Skip to content
WebView AllWebView All

Cookies

WebViewCookieManager manages cookies for WebViews owned by the underlying engine.

final cookies = WebViewCookieManager();


await cookies.setCookie(
  const WebViewCookie(
    name: 'session',
    value: 'abc',
    domain: 'example.com',
    path: '/',
  ),
);


final list = await cookies.getCookies(domain: Uri.parse('https://example.com'));
final hadCookies = await cookies.clearCookies();

Common API

Section titled “Common API”
Method Behavior
setCookie(WebViewCookie cookie) Sets a cookie with name, value, domain, and path.
getCookies({required Uri domain}) Returns cookies visible for the provided domain or URL.
clearCookies() Removes cookies and returns whether cookies were present when the platform can report it.

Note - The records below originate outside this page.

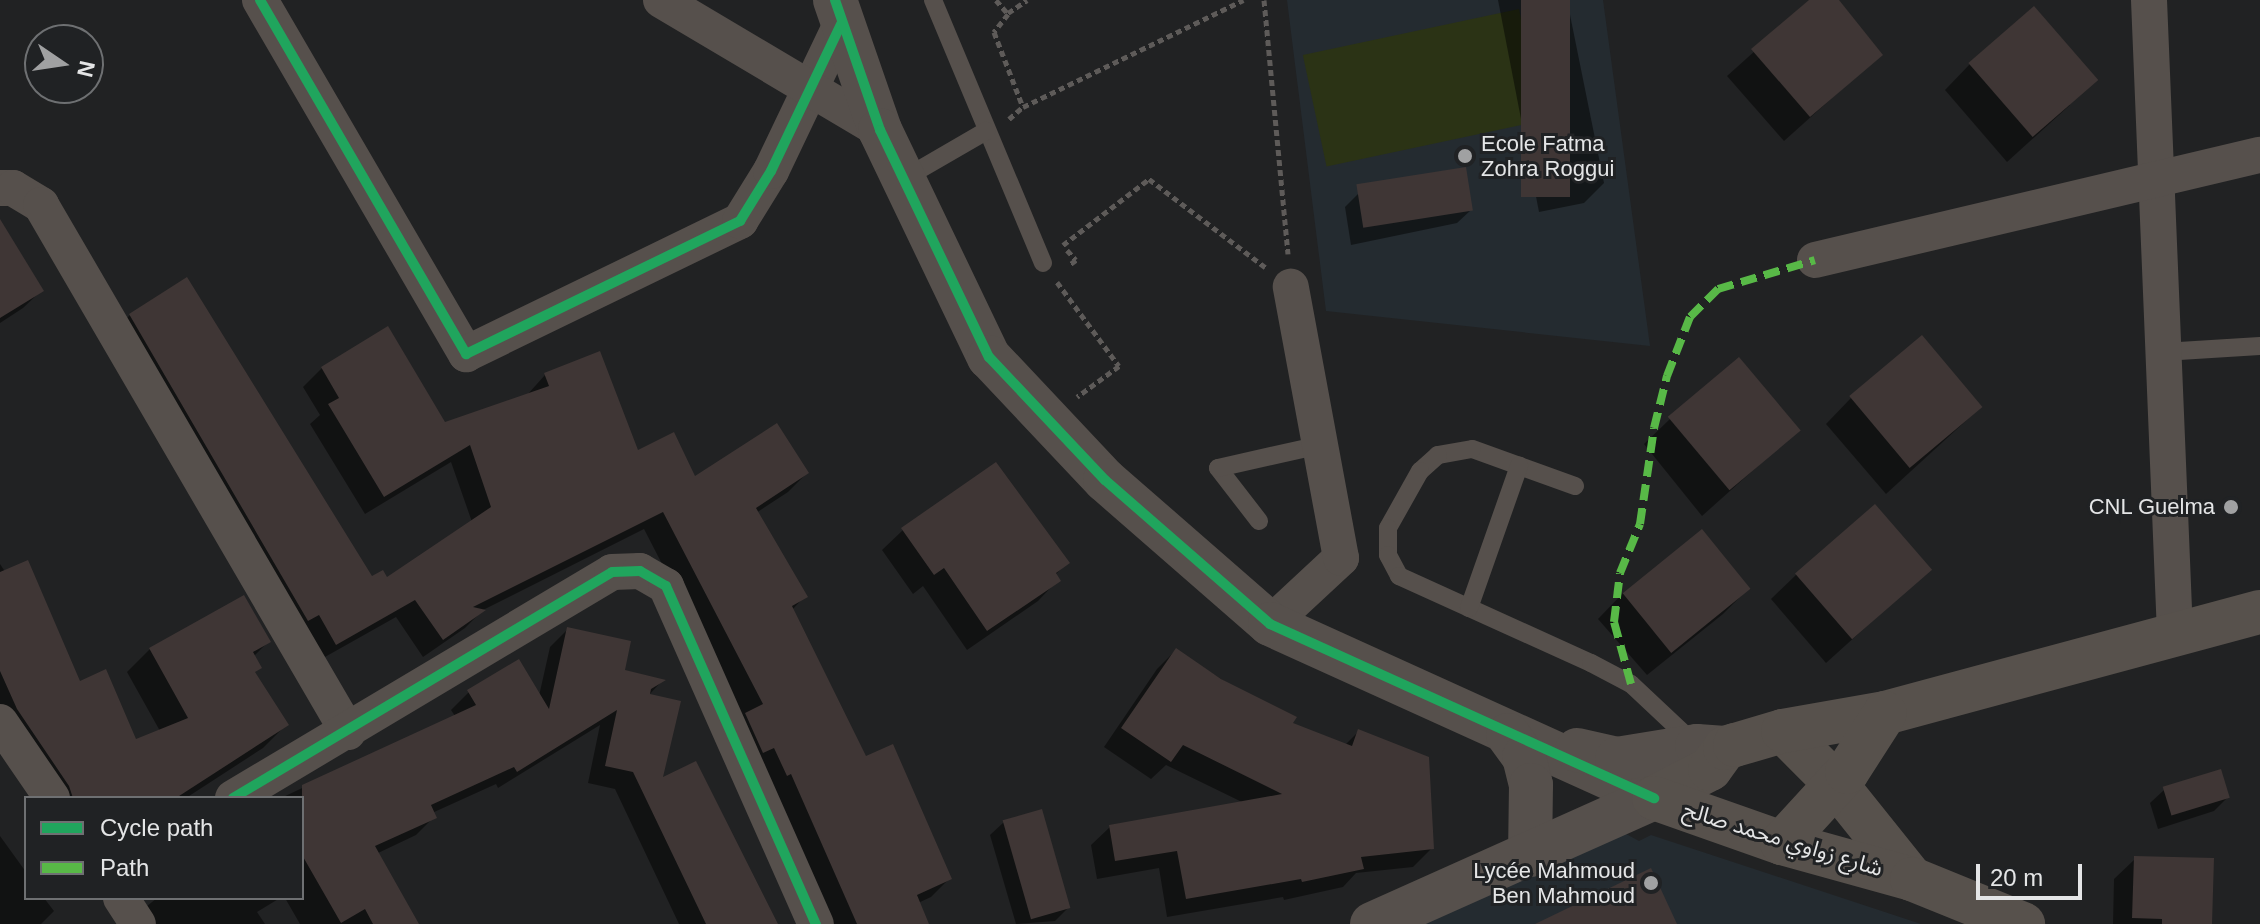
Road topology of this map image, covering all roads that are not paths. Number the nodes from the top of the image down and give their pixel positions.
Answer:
1 (260, 0) edge
2 (661, 0) edge
3 (933, 0) edge
4 (2149, 0) edge
5 (838, 12) edge
6 (811, 91) junction
7 (880, 130) junction
8 (986, 131) junction
9 (2260, 155) edge
10 (905, 178) junction
11 (2156, 178) junction
12 (0, 188) edge
13 (1815, 260) dead end
14 (1043, 263) dead end
15 (1291, 287) road end
16 (2260, 346) edge
17 (2163, 352) junction
18 (1320, 445) junction
19 (1519, 466) junction
20 (1575, 486) dead end
21 (1259, 521) dead end
22 (1469, 608) junction
23 (2260, 612) edge
24 (1270, 624) junction
25 (2175, 633) junction
26 (1885, 713) junction
27 (0, 722) edge
28 (1783, 731) junction
29 (348, 732) junction
30 (1508, 735) junction
31 (1711, 747) junction
32 (1835, 783) junction
33 (51, 796) edge
34 (236, 796) edge
35 (1654, 798) junction
36 (1782, 843) junction
37 (1530, 855) junction
38 (1912, 879) junction
39 (122, 900) edge
40 (138, 924) edge
41 (816, 924) edge
42 (1372, 924) edge
43 (2023, 924) edge

1 - 6 street
2 - 6 street
3 - 8 lane
4 - 11 street
5 - 6 street
5 - 7 street
6 - 7 street
7 - 10 street
8 - 10 lane
8 - 14 lane
9 - 11 street
10 - 24 street
11 - 13 street
11 - 17 street
12 - 29 street
15 - 18 street
16 - 17 lane
17 - 25 street
18 - 21 lane
18 - 24 street
19 - 20 lane
19 - 22 lane
19 - 22 lane
22 - 31 lane
23 - 25 main road
24 - 30 street
25 - 26 main road
26 - 28 main road
26 - 32 main road
27 - 33 street
28 - 31 main road
28 - 32 main road, شارع زواوي محمد صالح
29 - 34 street
29 - 41 street
30 - 31 street
30 - 35 street
30 - 37 street
31 - 35 main road
32 - 36 main road
32 - 38 main road, شارع زواوي محمد صالح
35 - 36 main road, شارع زواوي محمد صالح
35 - 37 street
36 - 38 main road, شارع زواوي محمد صالح
37 - 42 street
38 - 43 main road, شارع زواوي محمد صالح
39 - 40 street

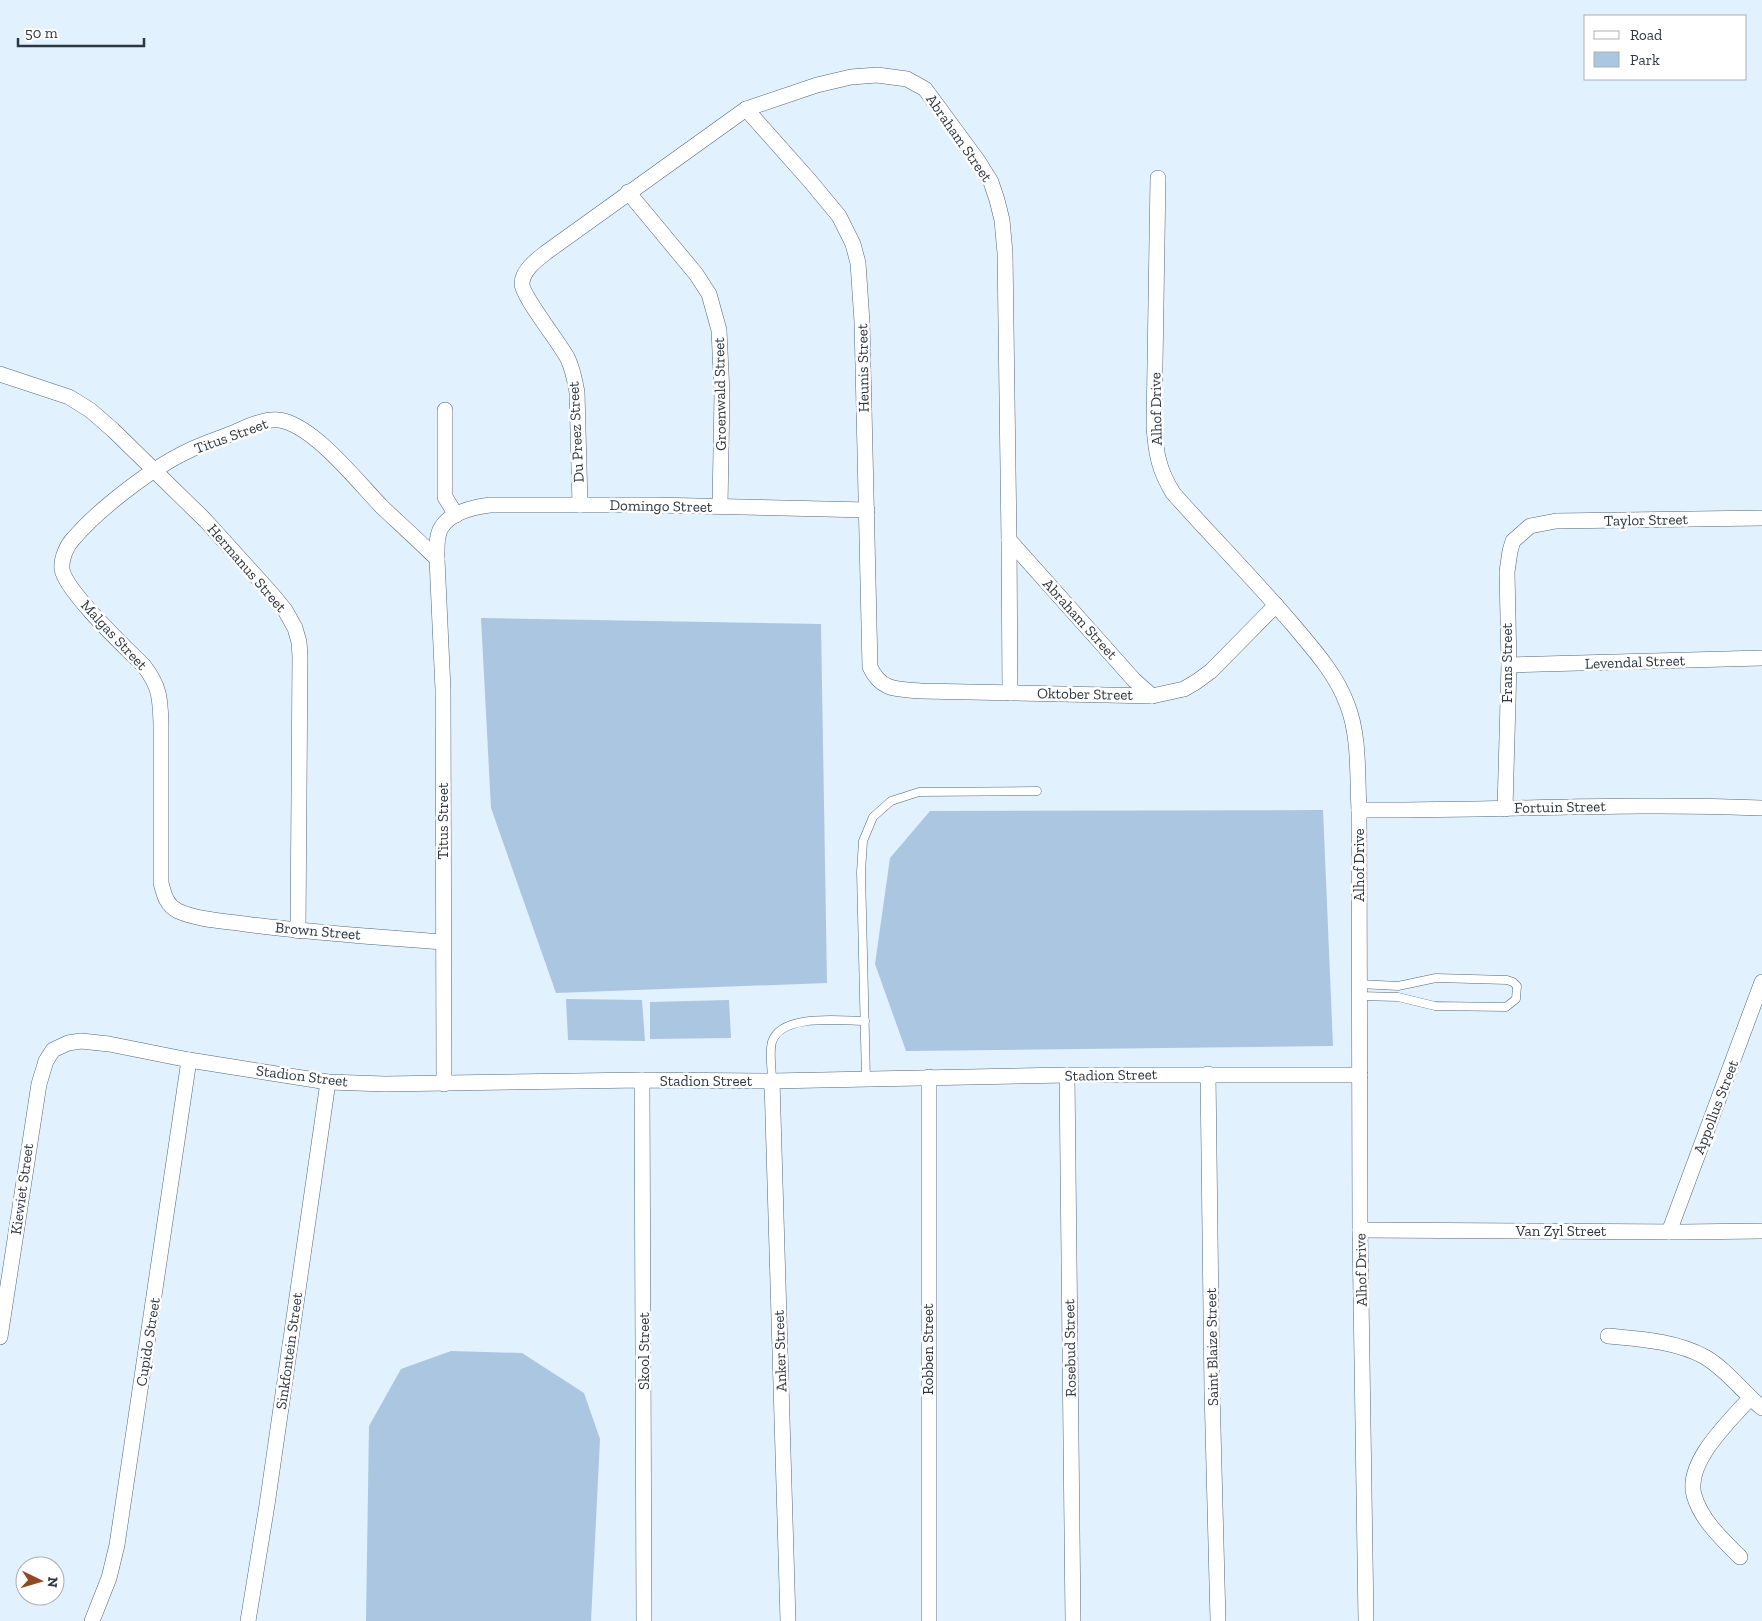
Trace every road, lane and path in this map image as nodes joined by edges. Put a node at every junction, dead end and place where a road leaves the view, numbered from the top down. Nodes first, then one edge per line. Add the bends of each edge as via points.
1 (746, 109) junction
2 (1158, 178) dead end
3 (628, 192) junction
4 (522, 284) joint
5 (0, 374) edge
6 (445, 410) dead end
7 (155, 470) junction
8 (580, 505) junction
9 (720, 506) junction
10 (867, 510) junction
11 (456, 515) junction
12 (1762, 518) edge
13 (1530, 526) joint
14 (1009, 540) junction
15 (437, 559) junction
16 (1276, 605) junction
17 (1762, 658) edge
18 (1508, 665) junction
19 (870, 667) joint
20 (1010, 693) junction
21 (1152, 696) junction
22 (1037, 791) dead end
23 (1505, 808) junction
24 (1762, 808) edge
25 (1359, 810) junction
26 (192, 916) joint
27 (298, 931) junction
28 (444, 942) junction
29 (1762, 982) edge
30 (1359, 990) junction
31 (865, 1021) junction
32 (57, 1047) joint
33 (189, 1060) junction
34 (1208, 1074) junction
35 (1067, 1075) junction
36 (1360, 1075) junction
37 (929, 1077) junction
38 (866, 1078) junction
39 (642, 1080) junction
40 (772, 1081) junction
41 (328, 1082) junction
42 (444, 1084) junction
43 (1360, 1230) junction
44 (1762, 1231) edge
45 (1669, 1232) junction
46 (1608, 1336) dead end
47 (0, 1337) edge
48 (1750, 1398) junction
49 (1762, 1408) edge
50 (1740, 1557) dead end
51 (92, 1621) edge
52 (248, 1621) edge
53 (644, 1621) edge
54 (788, 1621) edge
55 (929, 1621) edge
56 (1073, 1621) edge
57 (1218, 1621) edge
58 (1366, 1621) edge

1 - 3 street, Abraham Street
1 - 10 street, Heunis Street via 833,209 854,244 862,306
1 - 14 street, Abraham Street via 851,77 877,75 907,79 925,89 991,182 1002,220 1005,253
2 - 16 street, Alhof Drive via 1154,427 1157,456 1164,479 1173,493
3 - 4 street, Abraham Street via 548,250 528,269
3 - 9 street, Groenwald Street via 709,294 720,340
4 - 8 street, Du Preez Street via 526,296 555,336 574,376
5 - 7 street, Hermanus Street via 70,397 90,410
6 - 11 street via 446,497
7 - 15 street, Titus Street via 187,452 242,429 281,420 314,437
7 - 26 street, Malgas Street via 73,538 62,568 71,588 155,680 161,723 161,882 168,903
7 - 27 street, Hermanus Street via 271,593 285,610 297,635 300,656
8 - 9 street, Domingo Street
8 - 11 street, Domingo Street via 490,505
9 - 10 street, Domingo Street
10 - 19 street, Heunis Street
11 - 15 street, Titus Street via 440,528
12 - 13 street, Taylor Street via 1556,521
13 - 18 street, Frans Street via 1513,540 1507,572
14 - 20 street, Abraham Street
14 - 21 street, Abraham Street
15 - 28 street, Titus Street via 443,690
16 - 21 street, Oktober Street via 1211,671 1184,689
16 - 25 street, Alhof Drive via 1324,662 1348,705 1356,752
17 - 18 street, Levendal Street
18 - 23 street, Frans Street
19 - 20 street, Oktober Street via 880,682 895,689
20 - 21 street, Oktober Street
22 - 31 lane via 919,792 891,801 873,817 863,841 861,872
23 - 24 street, Fortuin Street
23 - 25 street, Fortuin Street
25 - 30 street, Alhof Drive
26 - 27 street, Brown Street
27 - 28 street, Brown Street
28 - 42 street, Titus Street
29 - 45 street, Appollus Street
30 - 30 lane via 1436,978 1507,980 1517,986 1516,1000 1506,1007 1435,1006
30 - 36 street, Alhof Drive
31 - 38 lane
31 - 40 lane via 802,1022 787,1026 778,1032 772,1043
32 - 33 street, Stadion Street via 81,1040
32 - 47 street, Kiewiet Street via 46,1061 39,1084
33 - 41 street, Stadion Street
33 - 51 street, Cupido Street via 117,1545 109,1578
34 - 35 street, Stadion Street
34 - 36 street, Stadion Street
34 - 57 street, Saint Blaize Street
35 - 37 street, Stadion Street
35 - 56 street, Rosebud Street
36 - 43 street, Alhof Drive
37 - 38 street, Stadion Street
37 - 55 street, Robben Street
38 - 40 street, Stadion Street
39 - 40 street, Stadion Street
39 - 42 street, Stadion Street
39 - 53 street, Skool Street
40 - 54 street, Anker Street
41 - 42 street, Stadion Street
41 - 52 street, Sinkfontein Street
43 - 45 street, Van Zyl Street
43 - 58 street, Alhof Drive
44 - 45 street, Van Zyl Street
46 - 48 street via 1672,1344 1692,1351 1724,1372
48 - 49 street
48 - 50 street via 1710,1444 1693,1480 1694,1494 1713,1530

Cookie validation rejects empty names, browser-rejected characters, and invalid paths. A non-empty path must start with /.

Platform Behavior

Section titled “Platform Behavior”
Platform Storage Notes
Android Android WebView CookieManager. Supports third-party cookie policy through platform API.
iOS/macOS WKWebsiteDataStore.defaultDataStore. Filters getCookies by RFC-style domain matching.
Windows WebView2 cookie manager. Exposes extended cookie metadata through WindowsWebViewCookie.
Linux WebKitGTK cookie manager bridge. Common cookie fields are supported.
OHOS ArkWeb CookieManager. Supports third-party cookie policy through setAcceptThirdPartyCookies.
Web document.cookie. Limited to cookies visible to the host page origin. HttpOnly cookies are not readable from JavaScript.
Section titled “Windows Full Cookie API”

Windows exposes WebView2 cookie metadata:

final manager = WebViewCookieManager().platform
    as WindowsWebViewCookieManager;


await manager.setWindowsCookie(
  WindowsWebViewCookie(
    name: 'session',
    value: 'abc',
    domain: 'example.com',
    path: '/',
    isHttpOnly: true,
    isSecure: true,
    sameSite: WindowsWebViewCookieSameSite.lax,
    expires: DateTime.now().add(const Duration(days: 7)),
  ),
);


final cookies = await manager.getWindowsCookies(
  Uri.parse('https://example.com'),
);


await manager.deleteCookiesWithNameAndUrl(
  name: 'session',
  url: Uri.parse('https://example.com'),
);

Android Third-Party Cookies

Section titled “Android Third-Party Cookies”
final manager = WebViewCookieManager().platform
    as AndroidWebViewCookieManager;
final androidController = controller.platform as AndroidWebViewController;


await manager.setAcceptThirdPartyCookies(androidController, true);

OHOS Third-Party Cookies

Section titled “OHOS Third-Party Cookies”
final manager = WebViewCookieManager().platform
    as OhosWebViewCookieManager;
final ohosController = controller.platform as OhosWebViewController;


await manager.setAcceptThirdPartyCookies(ohosController, true);
Section titled “Web Cookie Limits”

The web implementation uses document.cookie, so it follows browser JavaScript cookie limits:

  • It cannot read HttpOnly cookies.
  • It cannot clear cookies for unrelated domains.
  • It cannot bypass SameSite, Secure, partitioning, or browser privacy rules.
  • getCookies returns cookies visible to the host document, using the provided URL host as the returned cookie domain.